*** GIVEN DATA Section Begins ***

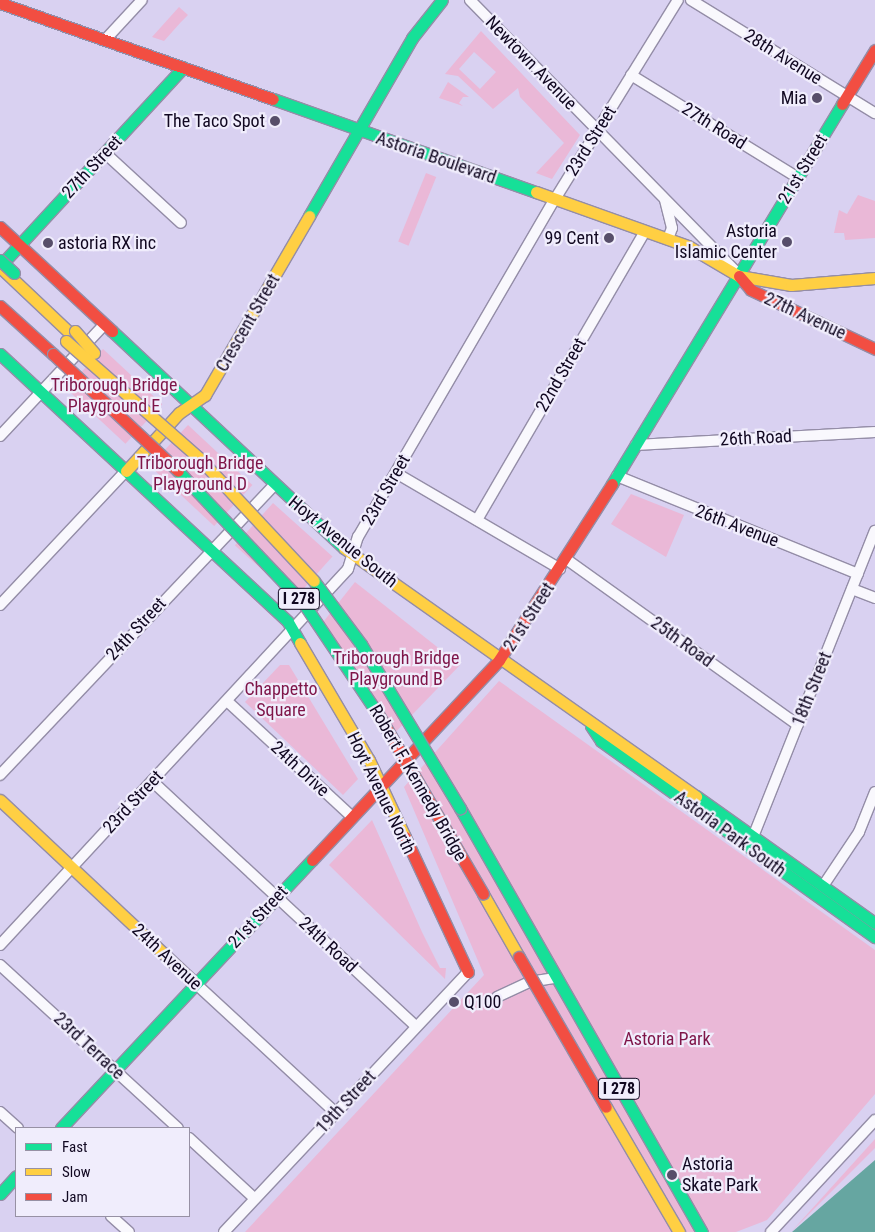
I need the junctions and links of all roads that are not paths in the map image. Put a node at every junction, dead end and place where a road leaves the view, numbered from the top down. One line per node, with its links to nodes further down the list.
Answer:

*** GIVEN DATA Section Ends ***
*** GIVEN DATA Section Begins ***

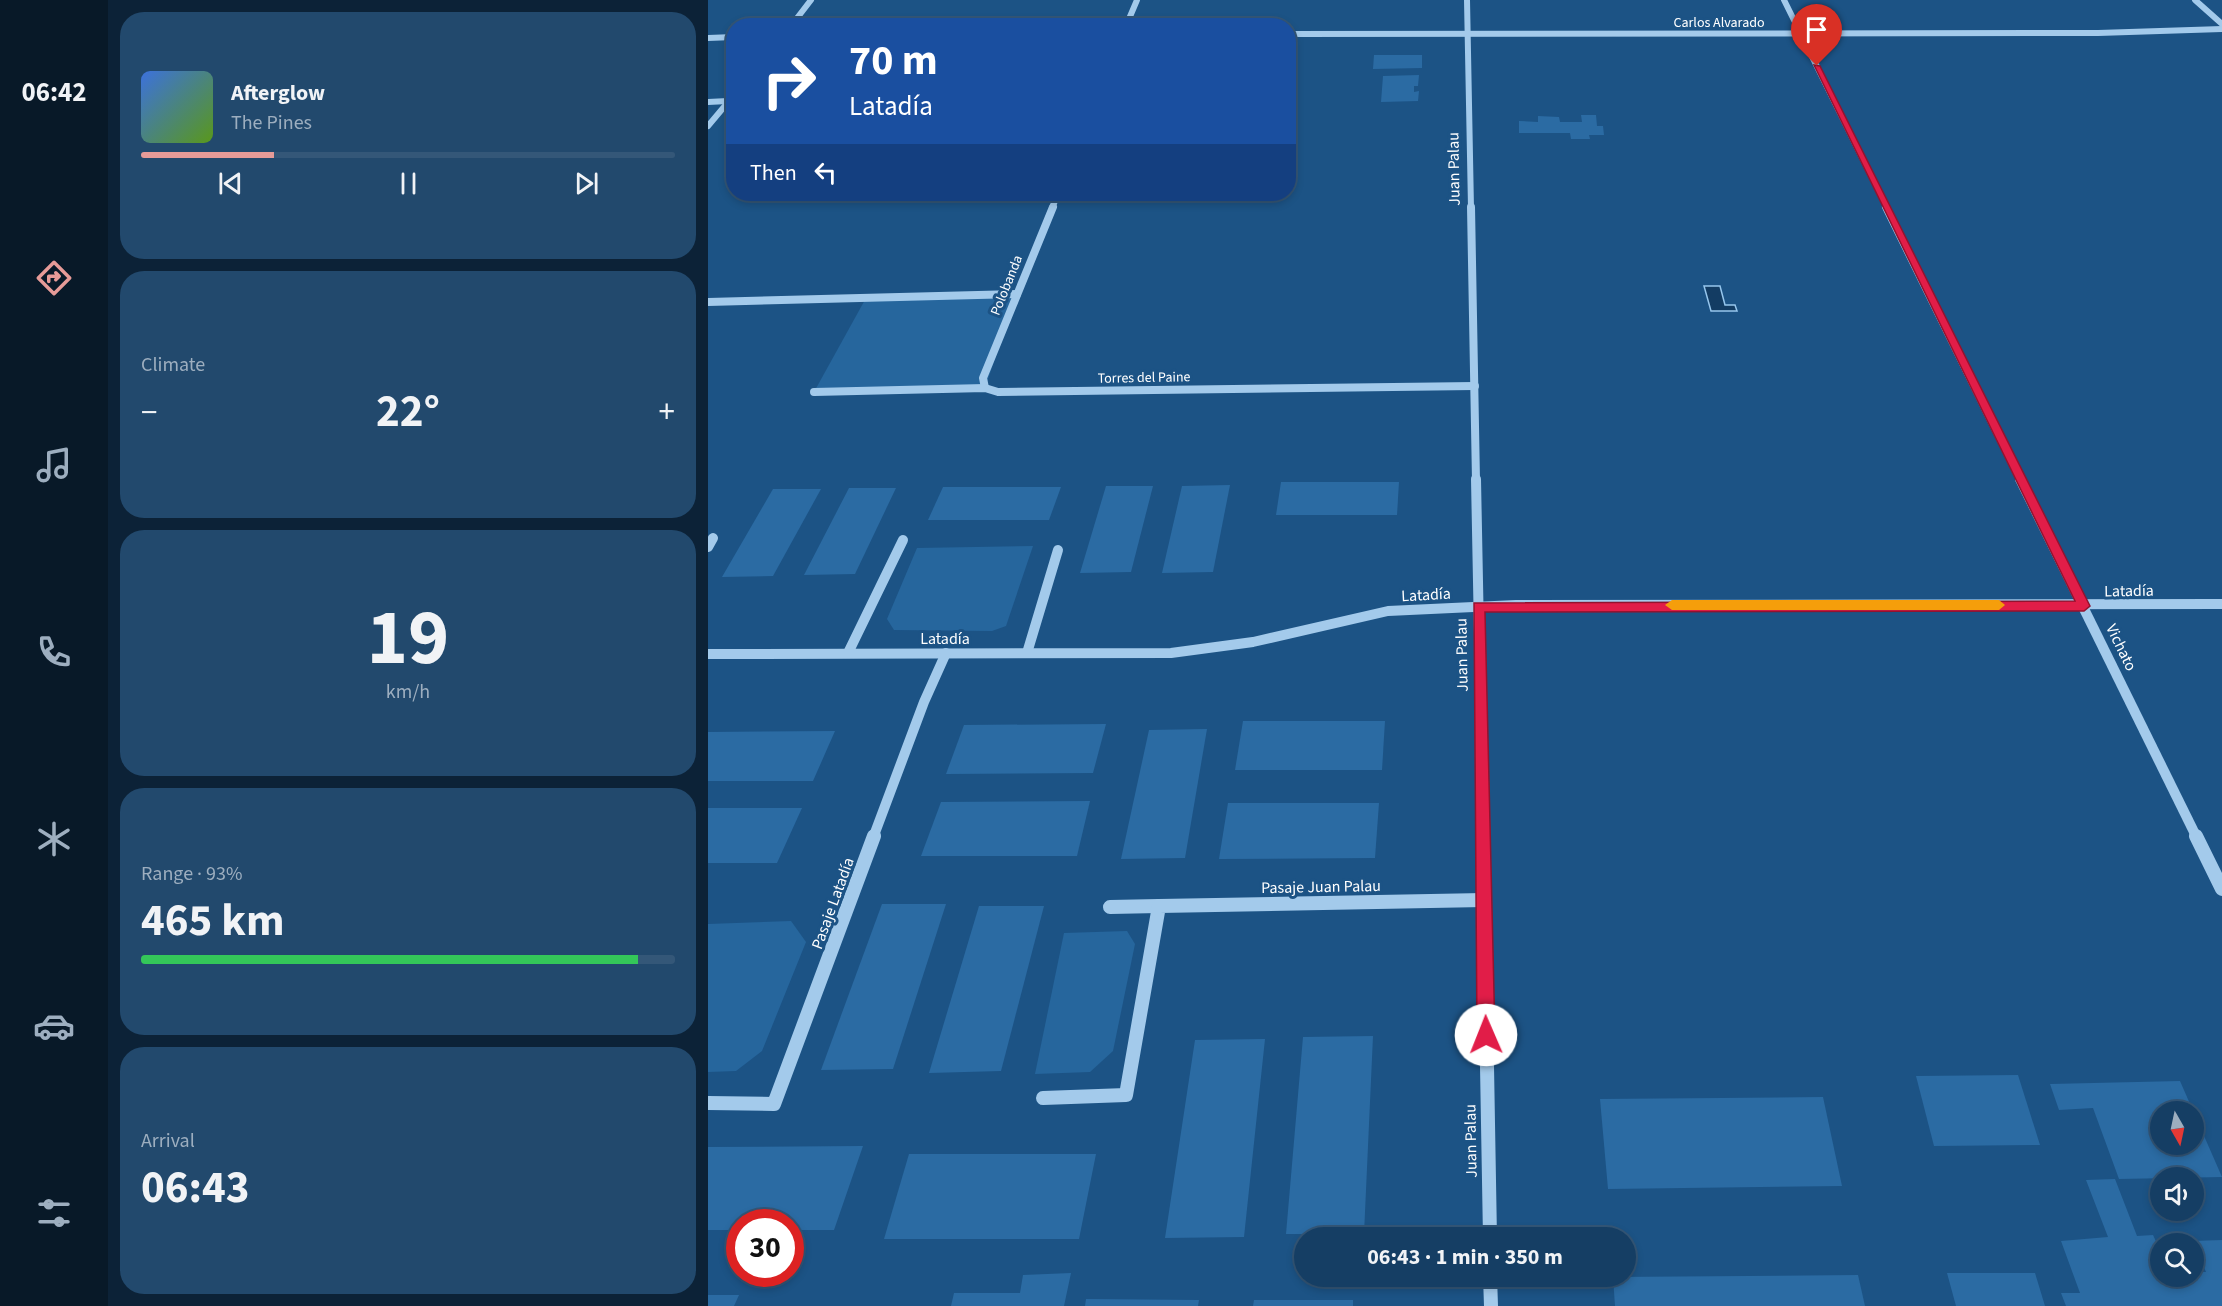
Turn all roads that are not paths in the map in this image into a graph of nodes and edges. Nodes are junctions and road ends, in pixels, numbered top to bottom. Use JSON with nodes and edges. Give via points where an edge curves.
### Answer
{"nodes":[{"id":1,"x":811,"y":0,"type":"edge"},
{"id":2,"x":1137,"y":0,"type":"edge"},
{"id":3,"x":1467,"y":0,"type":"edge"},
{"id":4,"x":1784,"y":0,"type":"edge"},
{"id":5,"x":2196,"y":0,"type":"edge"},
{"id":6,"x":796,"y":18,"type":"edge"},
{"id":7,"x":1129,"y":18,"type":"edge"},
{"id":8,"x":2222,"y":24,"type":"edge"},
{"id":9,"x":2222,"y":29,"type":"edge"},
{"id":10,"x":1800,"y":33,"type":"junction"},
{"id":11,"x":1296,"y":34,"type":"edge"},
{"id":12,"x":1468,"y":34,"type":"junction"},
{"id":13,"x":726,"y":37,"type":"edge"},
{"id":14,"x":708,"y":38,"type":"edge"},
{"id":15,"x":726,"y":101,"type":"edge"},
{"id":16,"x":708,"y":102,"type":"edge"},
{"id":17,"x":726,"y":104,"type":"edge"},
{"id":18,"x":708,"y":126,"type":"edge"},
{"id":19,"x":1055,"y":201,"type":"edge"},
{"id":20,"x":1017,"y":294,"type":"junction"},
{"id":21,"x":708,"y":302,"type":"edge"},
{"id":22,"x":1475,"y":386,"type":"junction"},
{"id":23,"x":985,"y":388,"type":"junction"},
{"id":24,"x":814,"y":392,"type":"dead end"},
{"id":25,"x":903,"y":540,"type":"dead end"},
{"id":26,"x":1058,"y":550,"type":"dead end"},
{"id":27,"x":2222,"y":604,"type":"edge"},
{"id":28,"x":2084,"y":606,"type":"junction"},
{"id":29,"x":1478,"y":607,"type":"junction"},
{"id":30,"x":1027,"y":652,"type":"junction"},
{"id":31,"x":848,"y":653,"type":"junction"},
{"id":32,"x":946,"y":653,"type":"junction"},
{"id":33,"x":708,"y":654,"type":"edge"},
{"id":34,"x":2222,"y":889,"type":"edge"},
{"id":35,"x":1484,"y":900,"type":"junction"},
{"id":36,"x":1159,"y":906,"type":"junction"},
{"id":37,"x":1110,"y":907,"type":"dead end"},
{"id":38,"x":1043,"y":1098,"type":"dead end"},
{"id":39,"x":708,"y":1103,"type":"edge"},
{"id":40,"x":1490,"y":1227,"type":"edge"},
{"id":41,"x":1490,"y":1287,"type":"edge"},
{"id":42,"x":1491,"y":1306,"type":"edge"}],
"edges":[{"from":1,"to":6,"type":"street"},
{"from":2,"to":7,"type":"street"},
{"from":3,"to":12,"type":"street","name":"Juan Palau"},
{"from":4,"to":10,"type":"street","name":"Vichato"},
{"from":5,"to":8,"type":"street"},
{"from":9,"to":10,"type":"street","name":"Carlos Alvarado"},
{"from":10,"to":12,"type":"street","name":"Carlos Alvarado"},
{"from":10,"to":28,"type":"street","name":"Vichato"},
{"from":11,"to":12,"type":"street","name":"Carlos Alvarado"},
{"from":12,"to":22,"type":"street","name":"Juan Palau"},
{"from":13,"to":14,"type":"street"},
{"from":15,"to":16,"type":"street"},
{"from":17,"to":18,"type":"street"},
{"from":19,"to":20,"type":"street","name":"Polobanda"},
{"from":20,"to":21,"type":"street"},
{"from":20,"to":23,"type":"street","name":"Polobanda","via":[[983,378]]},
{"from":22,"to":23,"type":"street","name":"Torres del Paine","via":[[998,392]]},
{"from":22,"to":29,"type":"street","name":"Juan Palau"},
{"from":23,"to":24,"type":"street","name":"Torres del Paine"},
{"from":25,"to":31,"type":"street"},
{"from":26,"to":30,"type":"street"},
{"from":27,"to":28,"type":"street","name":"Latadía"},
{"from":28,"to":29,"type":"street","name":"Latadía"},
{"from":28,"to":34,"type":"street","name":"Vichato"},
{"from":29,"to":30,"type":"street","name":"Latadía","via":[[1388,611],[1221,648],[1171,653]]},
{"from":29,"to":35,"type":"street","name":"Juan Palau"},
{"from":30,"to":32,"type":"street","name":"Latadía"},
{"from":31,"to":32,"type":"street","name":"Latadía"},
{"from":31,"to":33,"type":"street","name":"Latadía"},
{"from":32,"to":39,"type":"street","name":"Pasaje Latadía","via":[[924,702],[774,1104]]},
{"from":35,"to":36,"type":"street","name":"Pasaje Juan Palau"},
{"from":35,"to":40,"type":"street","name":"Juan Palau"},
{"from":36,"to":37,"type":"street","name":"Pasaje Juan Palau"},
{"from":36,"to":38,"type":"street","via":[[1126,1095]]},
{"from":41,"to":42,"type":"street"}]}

*** GIVEN DATA Section Ends ***

WORK REQUEST:
Your answer should be each line of the data that contains the word "junctions", copied as it stands.

COMPLETED TASK:
I need the junctions and links of all roads that are not paths in the map image. Put a node at every junction, dead end and place where a road leaves the view, numbered from the top down. One line per node, with its links to nodes further down the list.
Turn all roads that are not paths in the map in this image into a graph of nodes and edges. Nodes are junctions and road ends, in pixels, numbered top to bottom. Use JSON with nodes and edges. Give via points where an edge curves.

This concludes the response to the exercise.